The editorialists, too, point out that the treatment strategies in this data set “do not represent best contemporary practice, especially with respect to the use of mechanical circulatory support,” citing an “emerging consensus that patients with ACS complicated by cardiogenic shock are best managed by multidisciplinary shock teams using invasive hemodynamic measurement and protocols that stress early mechanical circulatory support, rapid revascularization, and transfer to hospitals capable of managing advanced heart failure patients for consideration of durable mechanical circulatory support.”

But the role that lower-volume cardiac cath labs have in providing timely access to PCI can’t be ignored, they stress.

“The current study emphasizes the ability of smaller, lower-volume hospitals to effectively accomplish early reperfusion, the only intervention proven to reduce mortality in ACS complicated by cardiogenic shock, and highlights the importance of the early recognition and treatment of these extremely sick patients, regardless of where they initially present,” Fanaroff and Nathan write.

Chan agreed, noting that the treatment paradigm for ACS-CS should, for now, “prioritize emergent revascularization and equitable and timely access to cardiac cath lab irrespective of availability of cardiac surgery availability.

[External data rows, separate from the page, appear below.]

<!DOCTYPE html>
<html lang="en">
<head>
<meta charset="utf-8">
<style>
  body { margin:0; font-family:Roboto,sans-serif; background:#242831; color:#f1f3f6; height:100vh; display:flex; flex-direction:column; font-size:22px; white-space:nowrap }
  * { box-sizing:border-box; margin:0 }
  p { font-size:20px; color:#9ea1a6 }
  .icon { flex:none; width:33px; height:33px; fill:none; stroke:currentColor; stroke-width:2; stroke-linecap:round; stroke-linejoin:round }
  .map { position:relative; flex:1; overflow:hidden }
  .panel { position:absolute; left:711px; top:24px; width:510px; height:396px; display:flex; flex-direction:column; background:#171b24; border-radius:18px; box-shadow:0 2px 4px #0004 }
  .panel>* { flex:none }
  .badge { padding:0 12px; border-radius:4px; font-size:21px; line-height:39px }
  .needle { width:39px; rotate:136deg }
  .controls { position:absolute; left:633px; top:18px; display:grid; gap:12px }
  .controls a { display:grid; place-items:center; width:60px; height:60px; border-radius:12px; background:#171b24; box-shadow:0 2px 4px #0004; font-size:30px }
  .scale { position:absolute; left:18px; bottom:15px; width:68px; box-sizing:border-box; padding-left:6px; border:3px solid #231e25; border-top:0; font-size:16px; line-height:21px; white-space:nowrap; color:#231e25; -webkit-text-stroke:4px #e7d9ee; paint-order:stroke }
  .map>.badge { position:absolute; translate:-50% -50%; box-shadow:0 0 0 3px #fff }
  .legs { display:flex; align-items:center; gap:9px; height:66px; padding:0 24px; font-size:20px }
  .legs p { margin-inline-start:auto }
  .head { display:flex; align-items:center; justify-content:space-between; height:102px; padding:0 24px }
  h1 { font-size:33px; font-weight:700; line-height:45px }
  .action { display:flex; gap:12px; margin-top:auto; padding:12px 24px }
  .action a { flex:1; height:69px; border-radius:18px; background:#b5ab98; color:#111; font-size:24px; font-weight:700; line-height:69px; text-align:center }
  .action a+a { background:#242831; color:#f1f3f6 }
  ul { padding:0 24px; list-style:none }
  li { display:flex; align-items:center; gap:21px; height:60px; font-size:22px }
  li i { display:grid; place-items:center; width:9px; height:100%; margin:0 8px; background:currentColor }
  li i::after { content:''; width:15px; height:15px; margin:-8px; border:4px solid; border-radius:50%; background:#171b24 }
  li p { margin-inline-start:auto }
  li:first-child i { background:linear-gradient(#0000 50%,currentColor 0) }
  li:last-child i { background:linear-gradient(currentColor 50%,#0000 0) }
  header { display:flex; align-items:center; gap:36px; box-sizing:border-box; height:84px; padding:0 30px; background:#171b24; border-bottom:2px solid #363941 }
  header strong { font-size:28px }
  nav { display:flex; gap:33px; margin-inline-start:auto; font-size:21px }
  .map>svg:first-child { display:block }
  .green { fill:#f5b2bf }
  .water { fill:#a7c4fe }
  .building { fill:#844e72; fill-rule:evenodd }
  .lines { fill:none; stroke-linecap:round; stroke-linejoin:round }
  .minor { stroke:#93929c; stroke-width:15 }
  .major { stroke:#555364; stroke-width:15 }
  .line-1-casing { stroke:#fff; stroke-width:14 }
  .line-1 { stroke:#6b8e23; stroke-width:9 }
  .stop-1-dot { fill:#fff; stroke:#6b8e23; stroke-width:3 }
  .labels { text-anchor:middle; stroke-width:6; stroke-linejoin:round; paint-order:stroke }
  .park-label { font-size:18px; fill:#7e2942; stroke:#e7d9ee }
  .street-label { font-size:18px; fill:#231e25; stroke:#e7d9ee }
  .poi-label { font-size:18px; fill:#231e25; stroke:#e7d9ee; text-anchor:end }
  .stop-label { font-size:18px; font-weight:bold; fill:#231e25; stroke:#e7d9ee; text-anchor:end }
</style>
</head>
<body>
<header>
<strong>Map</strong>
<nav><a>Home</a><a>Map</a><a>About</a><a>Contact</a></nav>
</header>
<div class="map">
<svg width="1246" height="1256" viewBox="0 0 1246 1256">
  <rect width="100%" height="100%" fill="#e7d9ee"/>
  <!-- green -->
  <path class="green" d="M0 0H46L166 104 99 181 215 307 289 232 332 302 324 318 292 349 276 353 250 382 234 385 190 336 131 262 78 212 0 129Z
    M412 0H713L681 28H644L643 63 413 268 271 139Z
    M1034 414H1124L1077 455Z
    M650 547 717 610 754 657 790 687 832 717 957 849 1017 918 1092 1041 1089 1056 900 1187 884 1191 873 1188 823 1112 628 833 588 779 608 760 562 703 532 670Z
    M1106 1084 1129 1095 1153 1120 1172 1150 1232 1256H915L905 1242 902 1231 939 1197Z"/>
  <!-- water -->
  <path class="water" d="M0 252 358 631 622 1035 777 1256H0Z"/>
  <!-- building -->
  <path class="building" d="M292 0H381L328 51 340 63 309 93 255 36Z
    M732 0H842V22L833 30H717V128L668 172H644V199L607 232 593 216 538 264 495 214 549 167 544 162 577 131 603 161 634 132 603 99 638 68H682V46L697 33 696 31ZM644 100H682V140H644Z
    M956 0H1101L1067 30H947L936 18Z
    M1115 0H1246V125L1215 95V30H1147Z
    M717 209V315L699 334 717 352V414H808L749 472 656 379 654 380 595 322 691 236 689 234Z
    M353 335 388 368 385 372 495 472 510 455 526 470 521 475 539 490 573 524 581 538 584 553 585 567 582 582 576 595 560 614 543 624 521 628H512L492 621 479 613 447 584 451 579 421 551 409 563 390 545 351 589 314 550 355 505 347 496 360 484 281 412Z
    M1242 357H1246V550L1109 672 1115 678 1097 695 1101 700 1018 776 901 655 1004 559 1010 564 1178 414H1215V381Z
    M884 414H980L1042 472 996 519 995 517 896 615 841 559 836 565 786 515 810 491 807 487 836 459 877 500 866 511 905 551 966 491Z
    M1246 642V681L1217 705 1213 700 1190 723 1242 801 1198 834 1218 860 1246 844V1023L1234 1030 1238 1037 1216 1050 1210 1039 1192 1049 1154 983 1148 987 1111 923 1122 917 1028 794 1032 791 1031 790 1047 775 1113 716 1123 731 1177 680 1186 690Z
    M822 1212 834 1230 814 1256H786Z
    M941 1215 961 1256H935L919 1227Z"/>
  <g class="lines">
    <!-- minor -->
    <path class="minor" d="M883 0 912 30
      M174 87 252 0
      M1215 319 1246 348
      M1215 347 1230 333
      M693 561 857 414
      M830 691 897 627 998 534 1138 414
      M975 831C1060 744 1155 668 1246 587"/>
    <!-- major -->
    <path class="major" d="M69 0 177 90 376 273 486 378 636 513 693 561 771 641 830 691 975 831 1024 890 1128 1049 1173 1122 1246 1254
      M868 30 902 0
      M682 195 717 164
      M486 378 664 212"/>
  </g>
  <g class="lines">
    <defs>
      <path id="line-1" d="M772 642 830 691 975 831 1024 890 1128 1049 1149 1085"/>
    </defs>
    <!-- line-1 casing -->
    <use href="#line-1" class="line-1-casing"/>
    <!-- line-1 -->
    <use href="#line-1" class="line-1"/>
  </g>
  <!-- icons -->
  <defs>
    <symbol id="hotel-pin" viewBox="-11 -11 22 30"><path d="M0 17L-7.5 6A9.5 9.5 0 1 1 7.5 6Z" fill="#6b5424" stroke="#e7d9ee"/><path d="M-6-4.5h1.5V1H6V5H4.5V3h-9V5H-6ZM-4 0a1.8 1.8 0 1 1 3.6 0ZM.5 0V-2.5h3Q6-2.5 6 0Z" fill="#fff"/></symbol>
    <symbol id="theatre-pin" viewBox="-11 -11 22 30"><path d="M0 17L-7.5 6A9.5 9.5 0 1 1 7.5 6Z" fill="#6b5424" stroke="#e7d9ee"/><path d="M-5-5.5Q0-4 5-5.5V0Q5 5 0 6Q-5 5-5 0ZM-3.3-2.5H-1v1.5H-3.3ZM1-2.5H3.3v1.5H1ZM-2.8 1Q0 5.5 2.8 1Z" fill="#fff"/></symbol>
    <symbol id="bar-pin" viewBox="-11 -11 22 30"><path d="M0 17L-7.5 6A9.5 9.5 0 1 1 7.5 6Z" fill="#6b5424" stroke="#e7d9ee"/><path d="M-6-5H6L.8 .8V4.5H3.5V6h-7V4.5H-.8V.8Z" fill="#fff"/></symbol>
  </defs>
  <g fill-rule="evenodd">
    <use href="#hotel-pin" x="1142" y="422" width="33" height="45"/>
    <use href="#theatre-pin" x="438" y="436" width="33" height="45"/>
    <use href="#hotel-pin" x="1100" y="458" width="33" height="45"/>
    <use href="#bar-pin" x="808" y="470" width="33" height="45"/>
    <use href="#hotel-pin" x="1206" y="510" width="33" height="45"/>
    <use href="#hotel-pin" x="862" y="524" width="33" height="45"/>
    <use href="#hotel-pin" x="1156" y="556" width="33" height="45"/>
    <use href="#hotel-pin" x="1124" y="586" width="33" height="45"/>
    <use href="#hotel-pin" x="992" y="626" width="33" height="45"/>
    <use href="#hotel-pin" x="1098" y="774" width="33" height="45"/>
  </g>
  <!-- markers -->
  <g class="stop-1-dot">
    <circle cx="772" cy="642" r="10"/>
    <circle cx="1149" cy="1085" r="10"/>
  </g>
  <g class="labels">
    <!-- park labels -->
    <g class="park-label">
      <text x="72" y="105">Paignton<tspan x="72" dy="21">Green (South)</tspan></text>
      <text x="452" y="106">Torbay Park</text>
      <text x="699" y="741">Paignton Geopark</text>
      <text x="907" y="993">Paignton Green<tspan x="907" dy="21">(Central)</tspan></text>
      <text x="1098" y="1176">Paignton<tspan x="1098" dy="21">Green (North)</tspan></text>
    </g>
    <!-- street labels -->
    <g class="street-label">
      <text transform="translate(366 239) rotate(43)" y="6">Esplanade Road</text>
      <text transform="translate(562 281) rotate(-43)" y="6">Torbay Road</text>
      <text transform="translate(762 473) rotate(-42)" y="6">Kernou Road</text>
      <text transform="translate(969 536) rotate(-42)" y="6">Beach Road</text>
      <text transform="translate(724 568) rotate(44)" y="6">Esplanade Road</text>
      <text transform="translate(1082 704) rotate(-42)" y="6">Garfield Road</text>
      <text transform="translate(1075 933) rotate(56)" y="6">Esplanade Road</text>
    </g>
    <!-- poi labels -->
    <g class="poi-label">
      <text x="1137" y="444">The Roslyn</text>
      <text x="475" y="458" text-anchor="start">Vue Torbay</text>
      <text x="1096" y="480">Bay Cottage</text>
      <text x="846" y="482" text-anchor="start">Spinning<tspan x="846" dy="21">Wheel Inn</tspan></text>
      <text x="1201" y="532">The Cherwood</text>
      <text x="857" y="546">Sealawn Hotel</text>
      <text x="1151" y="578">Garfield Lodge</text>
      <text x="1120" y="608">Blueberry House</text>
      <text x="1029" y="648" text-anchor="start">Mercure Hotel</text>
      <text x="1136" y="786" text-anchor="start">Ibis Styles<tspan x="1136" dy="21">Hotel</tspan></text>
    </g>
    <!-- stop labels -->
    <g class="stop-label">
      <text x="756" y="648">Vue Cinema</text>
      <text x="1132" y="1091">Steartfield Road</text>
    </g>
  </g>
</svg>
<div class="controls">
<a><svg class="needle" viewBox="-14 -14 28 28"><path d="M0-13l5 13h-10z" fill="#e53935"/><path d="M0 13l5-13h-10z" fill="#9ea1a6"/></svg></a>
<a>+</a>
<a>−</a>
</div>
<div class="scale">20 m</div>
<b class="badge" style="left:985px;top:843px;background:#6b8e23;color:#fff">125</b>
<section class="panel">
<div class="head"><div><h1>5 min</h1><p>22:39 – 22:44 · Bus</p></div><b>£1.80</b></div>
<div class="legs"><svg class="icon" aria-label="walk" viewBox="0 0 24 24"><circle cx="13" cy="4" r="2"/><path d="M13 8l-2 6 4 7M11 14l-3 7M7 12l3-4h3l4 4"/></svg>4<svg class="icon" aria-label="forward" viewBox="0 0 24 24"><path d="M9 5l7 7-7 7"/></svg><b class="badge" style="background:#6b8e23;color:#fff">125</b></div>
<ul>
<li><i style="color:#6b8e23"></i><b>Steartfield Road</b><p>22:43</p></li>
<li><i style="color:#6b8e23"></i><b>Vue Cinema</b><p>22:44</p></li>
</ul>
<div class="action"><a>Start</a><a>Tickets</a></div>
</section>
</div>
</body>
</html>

“Until further randomized data can elucidate the role of MCS devices in the management of ACS-CS, restoring myocardial reperfusion at the nearest PCI-capable hospital will continue to be the mantra for those gravely sick patients,” he concluded.

  • VCOR was originally co-funded by the Victorian Department of Health and Medibank Private. It is currently funded by the Department of Health and Human Services, Victoria, with in-kind funding from Monash University.
  • Noaman is supported by the Australian National Health Foundation as well as the National Health and Medical Research Council Centre of Research Excellence in Cardiovascular Outcome Improvement.
  • Chan, Fanaroff, Nathan, and Naidu report no relevant conflicts of interest.